Work request
Find every line below with the string "Polonia" and pick it out.

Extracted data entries
————

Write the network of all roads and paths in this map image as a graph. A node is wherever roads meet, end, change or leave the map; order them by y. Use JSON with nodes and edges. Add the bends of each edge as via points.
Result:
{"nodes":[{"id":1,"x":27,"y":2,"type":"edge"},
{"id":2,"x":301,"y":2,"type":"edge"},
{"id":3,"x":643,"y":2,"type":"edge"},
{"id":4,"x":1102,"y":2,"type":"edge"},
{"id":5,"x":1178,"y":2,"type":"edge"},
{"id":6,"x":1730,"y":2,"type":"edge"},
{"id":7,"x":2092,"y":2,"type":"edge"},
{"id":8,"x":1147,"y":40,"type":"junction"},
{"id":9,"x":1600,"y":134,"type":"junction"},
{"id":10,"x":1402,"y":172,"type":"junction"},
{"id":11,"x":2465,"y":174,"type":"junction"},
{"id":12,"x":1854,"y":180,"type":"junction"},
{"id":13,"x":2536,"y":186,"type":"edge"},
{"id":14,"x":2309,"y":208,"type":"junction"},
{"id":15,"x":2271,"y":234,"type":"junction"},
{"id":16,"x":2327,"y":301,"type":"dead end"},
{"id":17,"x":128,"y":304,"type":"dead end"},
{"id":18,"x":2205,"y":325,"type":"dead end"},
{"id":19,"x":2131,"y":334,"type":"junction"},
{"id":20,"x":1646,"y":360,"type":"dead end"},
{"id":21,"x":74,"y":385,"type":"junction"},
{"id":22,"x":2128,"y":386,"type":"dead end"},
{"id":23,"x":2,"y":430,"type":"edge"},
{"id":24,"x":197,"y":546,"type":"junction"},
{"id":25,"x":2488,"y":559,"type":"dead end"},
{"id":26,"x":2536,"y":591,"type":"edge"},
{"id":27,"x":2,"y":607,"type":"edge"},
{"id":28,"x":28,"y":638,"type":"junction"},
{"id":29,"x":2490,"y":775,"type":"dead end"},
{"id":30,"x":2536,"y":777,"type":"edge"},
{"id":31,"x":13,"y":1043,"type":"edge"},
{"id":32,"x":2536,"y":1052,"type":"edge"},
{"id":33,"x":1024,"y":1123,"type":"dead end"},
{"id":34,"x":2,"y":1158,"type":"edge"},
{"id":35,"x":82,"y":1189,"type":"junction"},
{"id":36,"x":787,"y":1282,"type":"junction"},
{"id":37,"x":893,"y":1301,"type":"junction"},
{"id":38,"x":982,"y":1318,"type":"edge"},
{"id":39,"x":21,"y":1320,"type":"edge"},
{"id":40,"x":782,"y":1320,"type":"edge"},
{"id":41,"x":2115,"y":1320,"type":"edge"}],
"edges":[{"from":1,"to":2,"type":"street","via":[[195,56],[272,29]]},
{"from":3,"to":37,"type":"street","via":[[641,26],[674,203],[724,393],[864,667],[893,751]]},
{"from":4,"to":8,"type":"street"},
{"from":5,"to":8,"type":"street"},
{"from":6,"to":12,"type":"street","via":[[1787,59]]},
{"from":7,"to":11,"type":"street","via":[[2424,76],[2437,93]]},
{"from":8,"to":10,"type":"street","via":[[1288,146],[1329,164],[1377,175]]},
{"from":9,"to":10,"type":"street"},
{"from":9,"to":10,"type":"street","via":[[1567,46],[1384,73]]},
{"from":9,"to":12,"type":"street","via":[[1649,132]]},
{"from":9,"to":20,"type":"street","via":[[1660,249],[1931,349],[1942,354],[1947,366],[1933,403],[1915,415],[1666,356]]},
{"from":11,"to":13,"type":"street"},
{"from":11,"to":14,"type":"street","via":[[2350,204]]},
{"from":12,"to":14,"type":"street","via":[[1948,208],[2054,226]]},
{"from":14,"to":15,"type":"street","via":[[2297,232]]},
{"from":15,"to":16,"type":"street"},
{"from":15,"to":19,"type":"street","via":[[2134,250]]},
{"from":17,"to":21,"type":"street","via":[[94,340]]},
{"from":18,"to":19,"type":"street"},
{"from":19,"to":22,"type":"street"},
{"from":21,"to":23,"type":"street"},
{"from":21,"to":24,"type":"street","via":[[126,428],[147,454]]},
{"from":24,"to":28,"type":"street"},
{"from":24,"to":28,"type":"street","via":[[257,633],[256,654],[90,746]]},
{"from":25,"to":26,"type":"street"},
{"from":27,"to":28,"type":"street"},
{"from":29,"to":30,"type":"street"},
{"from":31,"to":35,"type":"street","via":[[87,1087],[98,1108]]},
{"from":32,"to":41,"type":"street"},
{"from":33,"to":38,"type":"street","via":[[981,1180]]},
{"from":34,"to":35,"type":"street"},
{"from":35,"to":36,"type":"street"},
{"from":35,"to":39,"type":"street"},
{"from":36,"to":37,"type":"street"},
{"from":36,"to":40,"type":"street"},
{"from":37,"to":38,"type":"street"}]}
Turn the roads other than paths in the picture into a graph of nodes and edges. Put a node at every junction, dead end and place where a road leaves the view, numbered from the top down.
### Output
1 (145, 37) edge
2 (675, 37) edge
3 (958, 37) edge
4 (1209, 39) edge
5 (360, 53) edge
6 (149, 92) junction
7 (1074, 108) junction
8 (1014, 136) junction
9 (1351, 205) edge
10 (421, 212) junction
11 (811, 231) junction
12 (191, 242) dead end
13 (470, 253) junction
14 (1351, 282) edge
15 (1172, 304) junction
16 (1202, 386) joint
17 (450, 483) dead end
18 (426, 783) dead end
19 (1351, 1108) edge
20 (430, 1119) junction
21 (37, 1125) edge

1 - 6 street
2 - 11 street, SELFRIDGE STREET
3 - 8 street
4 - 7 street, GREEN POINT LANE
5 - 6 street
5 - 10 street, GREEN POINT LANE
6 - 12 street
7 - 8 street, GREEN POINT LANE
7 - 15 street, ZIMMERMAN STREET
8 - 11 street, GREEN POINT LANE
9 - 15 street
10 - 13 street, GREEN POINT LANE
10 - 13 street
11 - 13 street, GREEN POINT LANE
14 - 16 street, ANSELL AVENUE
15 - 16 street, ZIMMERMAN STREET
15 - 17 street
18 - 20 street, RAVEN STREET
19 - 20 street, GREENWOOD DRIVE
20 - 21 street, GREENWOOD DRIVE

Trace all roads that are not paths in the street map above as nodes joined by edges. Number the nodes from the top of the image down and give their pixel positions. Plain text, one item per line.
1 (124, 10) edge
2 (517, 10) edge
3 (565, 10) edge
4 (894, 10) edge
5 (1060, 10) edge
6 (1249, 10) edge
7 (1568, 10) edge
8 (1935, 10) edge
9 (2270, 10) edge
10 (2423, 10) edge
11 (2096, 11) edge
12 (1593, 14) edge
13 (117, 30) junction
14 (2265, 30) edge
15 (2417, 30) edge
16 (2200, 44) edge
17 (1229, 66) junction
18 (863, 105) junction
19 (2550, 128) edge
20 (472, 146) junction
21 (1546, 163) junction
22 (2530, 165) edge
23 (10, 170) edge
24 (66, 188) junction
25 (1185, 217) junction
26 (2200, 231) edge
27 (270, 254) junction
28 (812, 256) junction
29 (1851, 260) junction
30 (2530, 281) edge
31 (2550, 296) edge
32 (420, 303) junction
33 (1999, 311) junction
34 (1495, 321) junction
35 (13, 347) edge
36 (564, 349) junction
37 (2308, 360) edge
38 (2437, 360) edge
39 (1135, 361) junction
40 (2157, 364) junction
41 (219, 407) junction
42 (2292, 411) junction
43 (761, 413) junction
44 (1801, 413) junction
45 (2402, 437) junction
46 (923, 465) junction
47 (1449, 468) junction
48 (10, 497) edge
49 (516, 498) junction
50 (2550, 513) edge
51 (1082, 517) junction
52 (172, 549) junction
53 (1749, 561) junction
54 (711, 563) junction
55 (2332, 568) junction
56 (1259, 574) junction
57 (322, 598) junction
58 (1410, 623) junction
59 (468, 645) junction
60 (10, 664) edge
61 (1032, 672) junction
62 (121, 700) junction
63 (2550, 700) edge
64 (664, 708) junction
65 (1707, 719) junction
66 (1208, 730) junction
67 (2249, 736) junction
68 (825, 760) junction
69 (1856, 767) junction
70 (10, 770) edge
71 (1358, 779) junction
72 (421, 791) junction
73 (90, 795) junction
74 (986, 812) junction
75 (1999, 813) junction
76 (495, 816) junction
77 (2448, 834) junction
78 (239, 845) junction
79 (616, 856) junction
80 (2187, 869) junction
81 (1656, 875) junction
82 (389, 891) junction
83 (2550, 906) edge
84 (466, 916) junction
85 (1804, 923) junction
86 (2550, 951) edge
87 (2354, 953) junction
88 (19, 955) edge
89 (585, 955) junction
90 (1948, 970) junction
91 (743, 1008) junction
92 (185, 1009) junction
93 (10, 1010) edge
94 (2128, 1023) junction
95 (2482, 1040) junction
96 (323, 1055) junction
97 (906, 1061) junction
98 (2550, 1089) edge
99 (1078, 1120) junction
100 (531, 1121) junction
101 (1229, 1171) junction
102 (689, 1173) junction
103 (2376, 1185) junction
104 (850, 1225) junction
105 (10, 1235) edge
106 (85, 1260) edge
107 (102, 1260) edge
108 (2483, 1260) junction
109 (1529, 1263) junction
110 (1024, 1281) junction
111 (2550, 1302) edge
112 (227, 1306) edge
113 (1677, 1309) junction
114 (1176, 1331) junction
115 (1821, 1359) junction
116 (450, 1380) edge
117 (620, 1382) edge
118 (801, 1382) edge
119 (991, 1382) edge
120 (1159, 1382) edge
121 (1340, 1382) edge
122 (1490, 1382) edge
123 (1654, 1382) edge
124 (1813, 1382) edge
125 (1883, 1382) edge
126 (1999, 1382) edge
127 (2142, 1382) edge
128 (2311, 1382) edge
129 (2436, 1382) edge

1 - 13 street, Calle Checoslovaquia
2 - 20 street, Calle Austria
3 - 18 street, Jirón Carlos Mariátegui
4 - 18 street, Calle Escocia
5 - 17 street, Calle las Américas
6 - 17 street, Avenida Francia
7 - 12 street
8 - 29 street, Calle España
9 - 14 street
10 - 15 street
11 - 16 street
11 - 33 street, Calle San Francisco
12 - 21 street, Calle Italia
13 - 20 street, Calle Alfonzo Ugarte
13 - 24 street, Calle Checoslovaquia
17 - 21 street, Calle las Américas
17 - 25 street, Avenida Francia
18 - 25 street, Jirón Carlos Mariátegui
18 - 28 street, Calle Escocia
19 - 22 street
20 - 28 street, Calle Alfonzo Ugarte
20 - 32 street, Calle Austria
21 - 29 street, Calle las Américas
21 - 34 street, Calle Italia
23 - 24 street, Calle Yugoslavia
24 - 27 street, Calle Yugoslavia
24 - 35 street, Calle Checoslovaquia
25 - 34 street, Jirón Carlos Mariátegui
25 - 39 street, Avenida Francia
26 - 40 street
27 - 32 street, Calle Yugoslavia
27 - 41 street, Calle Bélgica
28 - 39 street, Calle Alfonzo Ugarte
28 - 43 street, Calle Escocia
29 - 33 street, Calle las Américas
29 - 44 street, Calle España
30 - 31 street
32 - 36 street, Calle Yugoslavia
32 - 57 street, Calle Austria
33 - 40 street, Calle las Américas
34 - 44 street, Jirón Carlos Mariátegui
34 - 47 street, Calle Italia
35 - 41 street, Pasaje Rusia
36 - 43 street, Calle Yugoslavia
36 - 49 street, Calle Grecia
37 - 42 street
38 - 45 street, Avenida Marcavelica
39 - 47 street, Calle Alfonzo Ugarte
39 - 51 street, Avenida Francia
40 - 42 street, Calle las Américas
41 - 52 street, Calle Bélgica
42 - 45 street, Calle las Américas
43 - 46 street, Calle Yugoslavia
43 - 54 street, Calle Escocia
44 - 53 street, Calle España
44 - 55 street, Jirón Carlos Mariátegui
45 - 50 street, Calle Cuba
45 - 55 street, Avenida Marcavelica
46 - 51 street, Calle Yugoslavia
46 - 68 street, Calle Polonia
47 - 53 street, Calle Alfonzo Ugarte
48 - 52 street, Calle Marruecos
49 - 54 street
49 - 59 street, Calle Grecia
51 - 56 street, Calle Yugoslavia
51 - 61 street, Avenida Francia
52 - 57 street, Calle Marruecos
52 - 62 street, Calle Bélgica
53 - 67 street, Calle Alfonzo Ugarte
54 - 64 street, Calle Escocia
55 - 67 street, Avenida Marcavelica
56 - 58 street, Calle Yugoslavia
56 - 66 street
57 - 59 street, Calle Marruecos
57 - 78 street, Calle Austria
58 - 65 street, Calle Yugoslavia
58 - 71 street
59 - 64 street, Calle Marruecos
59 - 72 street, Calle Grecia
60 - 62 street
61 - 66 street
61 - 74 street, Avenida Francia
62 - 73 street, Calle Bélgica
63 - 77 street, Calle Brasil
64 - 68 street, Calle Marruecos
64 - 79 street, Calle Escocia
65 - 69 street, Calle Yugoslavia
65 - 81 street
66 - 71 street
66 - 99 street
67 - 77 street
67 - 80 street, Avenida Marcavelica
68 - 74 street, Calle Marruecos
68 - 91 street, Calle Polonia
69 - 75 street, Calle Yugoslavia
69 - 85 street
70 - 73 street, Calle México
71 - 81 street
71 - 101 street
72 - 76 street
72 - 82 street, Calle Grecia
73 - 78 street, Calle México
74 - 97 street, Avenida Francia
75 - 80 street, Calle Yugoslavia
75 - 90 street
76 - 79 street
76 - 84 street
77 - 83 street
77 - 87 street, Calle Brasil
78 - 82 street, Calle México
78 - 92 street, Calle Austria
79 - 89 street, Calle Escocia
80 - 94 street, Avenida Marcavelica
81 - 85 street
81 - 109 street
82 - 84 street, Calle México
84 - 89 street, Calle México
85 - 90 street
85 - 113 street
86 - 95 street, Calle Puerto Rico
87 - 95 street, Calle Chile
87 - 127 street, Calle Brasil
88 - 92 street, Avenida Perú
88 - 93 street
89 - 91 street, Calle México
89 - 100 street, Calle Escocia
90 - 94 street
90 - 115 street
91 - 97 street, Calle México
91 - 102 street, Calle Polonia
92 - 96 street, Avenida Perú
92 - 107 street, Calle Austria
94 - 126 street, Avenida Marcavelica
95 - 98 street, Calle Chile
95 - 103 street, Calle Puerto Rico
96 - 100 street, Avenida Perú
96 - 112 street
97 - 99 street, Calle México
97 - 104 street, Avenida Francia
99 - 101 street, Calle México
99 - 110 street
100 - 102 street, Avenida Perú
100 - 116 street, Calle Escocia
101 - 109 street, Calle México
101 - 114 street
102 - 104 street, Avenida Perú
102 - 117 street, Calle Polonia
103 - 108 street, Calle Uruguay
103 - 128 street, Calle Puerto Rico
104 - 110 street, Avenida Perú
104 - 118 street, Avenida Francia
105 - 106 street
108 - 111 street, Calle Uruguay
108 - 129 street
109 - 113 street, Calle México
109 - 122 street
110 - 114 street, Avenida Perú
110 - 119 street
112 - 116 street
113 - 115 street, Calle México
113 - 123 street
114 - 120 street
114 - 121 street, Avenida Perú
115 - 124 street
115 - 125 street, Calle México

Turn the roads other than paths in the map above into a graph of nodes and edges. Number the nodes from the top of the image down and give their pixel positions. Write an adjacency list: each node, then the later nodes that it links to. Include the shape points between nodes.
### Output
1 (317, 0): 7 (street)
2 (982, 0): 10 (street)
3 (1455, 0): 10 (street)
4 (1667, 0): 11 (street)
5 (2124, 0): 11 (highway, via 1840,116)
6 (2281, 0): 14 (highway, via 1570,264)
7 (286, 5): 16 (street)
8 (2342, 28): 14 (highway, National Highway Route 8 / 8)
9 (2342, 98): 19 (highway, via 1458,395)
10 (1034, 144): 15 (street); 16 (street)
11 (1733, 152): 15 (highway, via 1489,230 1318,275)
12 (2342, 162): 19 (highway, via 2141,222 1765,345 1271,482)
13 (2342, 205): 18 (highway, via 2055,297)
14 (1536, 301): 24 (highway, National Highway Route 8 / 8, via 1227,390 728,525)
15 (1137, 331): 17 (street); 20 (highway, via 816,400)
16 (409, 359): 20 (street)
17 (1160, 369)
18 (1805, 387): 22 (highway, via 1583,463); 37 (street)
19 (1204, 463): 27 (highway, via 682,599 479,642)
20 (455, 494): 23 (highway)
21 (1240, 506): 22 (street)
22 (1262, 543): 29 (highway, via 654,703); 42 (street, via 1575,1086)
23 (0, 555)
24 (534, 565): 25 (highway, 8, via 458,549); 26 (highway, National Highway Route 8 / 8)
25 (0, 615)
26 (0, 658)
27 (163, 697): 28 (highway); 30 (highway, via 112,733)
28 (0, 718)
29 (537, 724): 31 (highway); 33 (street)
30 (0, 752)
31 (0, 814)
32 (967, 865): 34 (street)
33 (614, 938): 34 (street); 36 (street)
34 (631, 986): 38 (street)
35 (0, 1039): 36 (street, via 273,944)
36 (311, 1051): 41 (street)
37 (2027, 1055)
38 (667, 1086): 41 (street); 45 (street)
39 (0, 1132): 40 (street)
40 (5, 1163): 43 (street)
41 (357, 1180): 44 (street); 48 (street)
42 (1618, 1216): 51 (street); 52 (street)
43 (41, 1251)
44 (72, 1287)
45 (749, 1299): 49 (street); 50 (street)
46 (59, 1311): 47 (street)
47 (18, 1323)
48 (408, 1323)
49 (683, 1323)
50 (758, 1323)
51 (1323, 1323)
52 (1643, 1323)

————

Written answer
46 - 68 street, Calle Polonia
68 - 91 street, Calle Polonia
91 - 102 street, Calle Polonia
102 - 117 street, Calle Polonia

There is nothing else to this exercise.